Source data
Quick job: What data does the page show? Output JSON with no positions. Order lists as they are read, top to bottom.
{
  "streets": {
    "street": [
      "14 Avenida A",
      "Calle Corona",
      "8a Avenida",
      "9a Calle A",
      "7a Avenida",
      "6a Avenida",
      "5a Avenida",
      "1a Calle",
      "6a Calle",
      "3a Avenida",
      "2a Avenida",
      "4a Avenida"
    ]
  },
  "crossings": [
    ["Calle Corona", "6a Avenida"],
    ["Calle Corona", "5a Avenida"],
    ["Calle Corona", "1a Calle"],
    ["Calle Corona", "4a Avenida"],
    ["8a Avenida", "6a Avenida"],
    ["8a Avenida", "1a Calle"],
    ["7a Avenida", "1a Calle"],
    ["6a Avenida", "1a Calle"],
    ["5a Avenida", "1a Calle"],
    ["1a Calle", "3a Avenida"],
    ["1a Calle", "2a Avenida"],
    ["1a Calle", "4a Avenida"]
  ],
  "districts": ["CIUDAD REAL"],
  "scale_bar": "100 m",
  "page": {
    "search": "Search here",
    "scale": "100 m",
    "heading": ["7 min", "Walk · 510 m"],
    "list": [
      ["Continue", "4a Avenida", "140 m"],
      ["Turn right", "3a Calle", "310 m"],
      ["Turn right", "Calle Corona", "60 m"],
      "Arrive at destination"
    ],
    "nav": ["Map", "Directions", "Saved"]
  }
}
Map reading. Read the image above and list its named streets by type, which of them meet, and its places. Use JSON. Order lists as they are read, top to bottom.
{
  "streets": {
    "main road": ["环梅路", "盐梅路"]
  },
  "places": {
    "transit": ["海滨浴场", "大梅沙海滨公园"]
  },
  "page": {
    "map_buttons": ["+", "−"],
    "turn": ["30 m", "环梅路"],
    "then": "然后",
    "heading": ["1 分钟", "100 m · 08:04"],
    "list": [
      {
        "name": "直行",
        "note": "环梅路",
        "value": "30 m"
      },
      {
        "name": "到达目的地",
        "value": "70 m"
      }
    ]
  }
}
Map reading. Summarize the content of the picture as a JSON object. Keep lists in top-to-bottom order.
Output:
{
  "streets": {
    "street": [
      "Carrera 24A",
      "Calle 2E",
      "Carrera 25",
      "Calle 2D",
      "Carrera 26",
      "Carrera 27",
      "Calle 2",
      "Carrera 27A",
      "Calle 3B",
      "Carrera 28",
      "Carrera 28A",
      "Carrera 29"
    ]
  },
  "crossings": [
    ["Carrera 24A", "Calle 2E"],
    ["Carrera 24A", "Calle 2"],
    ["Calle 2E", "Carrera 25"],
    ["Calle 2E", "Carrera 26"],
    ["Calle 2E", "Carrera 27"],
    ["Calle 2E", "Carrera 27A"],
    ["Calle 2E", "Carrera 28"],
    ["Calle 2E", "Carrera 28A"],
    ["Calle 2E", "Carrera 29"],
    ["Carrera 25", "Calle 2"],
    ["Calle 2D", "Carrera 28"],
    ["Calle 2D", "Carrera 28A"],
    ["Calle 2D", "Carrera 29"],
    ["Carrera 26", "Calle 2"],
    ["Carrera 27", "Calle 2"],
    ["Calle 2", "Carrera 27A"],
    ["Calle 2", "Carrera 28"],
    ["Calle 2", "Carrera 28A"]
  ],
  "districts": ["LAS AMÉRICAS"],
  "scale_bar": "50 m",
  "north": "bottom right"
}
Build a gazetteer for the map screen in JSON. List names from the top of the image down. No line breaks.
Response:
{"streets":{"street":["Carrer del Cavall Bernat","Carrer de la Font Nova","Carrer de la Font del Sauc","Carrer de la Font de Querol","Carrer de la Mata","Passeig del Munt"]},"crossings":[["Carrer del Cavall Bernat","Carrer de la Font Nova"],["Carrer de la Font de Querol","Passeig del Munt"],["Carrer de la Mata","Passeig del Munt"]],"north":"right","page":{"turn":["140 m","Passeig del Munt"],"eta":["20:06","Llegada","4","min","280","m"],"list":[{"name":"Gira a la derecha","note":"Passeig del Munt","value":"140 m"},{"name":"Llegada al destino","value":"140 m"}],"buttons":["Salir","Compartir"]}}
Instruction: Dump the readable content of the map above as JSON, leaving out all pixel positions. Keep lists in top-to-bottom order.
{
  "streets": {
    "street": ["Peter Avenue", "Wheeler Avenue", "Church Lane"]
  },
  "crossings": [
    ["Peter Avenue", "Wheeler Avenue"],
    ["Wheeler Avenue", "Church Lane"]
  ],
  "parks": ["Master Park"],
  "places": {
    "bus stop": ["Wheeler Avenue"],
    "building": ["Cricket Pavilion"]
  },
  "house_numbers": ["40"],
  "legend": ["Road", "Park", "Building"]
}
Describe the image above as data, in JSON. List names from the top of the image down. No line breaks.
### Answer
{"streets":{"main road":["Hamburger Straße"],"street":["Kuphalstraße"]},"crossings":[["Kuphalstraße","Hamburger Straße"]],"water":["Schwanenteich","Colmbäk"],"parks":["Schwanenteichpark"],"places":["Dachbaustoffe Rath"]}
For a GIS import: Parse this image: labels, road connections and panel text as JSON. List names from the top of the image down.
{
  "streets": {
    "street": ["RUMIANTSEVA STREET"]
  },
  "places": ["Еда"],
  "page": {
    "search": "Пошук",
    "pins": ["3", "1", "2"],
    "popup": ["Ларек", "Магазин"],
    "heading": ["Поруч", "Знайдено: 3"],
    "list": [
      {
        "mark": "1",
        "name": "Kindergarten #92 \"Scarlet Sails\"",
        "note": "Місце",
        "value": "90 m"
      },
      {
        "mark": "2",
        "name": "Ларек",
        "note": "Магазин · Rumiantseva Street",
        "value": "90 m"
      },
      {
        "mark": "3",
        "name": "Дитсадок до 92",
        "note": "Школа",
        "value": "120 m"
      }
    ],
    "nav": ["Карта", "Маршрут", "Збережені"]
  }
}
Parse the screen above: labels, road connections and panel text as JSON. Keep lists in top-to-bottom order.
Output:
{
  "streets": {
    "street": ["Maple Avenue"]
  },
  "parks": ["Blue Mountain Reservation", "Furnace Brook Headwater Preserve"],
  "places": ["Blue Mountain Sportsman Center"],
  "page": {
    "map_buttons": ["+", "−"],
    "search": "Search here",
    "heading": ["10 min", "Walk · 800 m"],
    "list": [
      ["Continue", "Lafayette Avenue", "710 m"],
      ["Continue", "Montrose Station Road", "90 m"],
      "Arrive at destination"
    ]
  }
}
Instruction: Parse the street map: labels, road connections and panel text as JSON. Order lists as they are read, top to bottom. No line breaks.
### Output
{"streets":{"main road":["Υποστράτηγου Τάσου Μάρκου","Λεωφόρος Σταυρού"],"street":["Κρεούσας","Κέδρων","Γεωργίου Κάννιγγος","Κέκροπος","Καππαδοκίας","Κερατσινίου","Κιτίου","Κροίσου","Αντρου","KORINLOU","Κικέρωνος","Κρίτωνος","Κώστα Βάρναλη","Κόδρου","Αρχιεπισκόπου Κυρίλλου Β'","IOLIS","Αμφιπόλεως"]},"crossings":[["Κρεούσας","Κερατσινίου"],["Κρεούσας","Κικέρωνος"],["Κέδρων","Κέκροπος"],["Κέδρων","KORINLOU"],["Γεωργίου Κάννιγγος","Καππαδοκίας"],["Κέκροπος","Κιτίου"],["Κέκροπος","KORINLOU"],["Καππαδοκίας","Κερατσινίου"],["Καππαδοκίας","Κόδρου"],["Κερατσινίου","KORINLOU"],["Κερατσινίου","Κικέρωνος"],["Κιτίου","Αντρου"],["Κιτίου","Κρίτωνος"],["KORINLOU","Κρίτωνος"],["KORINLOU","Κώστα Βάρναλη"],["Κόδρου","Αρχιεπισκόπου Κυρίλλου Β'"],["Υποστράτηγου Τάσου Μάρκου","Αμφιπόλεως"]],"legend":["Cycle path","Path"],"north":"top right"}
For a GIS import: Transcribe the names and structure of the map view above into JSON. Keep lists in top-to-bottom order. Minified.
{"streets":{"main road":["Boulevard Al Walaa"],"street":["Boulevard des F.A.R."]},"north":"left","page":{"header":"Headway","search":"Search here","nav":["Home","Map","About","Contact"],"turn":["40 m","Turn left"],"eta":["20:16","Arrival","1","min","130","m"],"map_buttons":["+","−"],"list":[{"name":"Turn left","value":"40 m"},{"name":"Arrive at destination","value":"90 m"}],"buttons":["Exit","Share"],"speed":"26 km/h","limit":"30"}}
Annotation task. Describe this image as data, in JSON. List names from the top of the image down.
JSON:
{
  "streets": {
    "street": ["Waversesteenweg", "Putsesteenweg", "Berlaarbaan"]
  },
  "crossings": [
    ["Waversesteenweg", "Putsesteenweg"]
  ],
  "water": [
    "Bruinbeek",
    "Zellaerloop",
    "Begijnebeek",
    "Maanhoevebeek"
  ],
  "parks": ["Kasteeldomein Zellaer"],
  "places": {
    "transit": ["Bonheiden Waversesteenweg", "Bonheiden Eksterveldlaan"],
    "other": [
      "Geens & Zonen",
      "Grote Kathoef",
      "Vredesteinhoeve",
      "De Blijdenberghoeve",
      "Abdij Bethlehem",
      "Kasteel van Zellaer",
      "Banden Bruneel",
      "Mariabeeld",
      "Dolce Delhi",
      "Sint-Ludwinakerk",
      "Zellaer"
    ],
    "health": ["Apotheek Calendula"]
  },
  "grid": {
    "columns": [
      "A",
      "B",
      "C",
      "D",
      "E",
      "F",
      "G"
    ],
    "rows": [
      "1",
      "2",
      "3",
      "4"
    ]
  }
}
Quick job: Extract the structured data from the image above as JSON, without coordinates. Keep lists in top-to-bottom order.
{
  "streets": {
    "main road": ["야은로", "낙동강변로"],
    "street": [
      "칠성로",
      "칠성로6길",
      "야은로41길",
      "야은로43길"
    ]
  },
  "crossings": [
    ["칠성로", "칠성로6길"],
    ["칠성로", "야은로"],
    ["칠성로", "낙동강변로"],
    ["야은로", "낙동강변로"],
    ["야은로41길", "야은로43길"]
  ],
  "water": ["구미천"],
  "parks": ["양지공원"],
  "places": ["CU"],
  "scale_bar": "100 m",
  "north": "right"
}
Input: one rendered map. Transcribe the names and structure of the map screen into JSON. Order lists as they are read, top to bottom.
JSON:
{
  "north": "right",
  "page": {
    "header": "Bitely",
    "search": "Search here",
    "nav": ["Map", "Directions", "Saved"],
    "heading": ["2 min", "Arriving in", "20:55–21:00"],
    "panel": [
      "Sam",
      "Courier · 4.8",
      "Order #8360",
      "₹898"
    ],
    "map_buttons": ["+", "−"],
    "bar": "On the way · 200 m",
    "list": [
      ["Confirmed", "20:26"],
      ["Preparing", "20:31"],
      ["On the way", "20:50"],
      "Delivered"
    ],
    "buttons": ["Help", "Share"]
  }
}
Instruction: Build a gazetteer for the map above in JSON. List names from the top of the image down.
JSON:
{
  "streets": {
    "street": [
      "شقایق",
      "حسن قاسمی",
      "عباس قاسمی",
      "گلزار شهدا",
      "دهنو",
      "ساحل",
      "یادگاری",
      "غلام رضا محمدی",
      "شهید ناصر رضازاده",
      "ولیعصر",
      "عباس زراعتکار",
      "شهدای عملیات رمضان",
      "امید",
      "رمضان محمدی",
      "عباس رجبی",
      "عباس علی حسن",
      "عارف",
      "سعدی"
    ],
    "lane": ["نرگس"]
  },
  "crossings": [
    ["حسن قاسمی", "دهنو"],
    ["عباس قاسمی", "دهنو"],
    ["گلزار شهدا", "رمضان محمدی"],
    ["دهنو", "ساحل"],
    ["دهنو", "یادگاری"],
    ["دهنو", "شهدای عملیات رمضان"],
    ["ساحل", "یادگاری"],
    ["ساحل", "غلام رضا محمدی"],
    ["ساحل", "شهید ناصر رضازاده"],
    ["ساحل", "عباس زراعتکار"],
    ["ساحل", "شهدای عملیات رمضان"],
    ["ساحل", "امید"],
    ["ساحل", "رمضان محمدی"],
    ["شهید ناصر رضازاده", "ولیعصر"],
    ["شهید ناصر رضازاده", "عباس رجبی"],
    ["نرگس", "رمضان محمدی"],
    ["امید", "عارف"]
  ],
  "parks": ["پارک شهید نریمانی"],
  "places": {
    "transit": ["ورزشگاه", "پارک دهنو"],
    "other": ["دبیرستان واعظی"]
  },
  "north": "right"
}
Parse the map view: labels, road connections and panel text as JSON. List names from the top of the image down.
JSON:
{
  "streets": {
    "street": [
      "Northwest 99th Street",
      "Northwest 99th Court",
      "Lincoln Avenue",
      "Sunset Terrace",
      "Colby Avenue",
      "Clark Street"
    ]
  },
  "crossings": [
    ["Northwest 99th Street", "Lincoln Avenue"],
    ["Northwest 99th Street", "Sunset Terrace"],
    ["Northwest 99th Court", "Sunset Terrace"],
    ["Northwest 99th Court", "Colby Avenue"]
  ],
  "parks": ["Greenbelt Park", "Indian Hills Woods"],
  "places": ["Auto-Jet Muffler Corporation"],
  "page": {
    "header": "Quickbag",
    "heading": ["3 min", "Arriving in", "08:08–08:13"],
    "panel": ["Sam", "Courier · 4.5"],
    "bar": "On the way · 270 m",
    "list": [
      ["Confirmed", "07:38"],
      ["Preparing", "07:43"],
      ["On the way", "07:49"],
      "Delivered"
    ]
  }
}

> To do
Copy the lines that hold the word "Describe". Take them from the records above.

> Task answer
Describe the image above as data, in JSON. List names from the top of the image down. No line breaks.
Annotation task. Describe this image as data, in JSON. List names from the top of the image down.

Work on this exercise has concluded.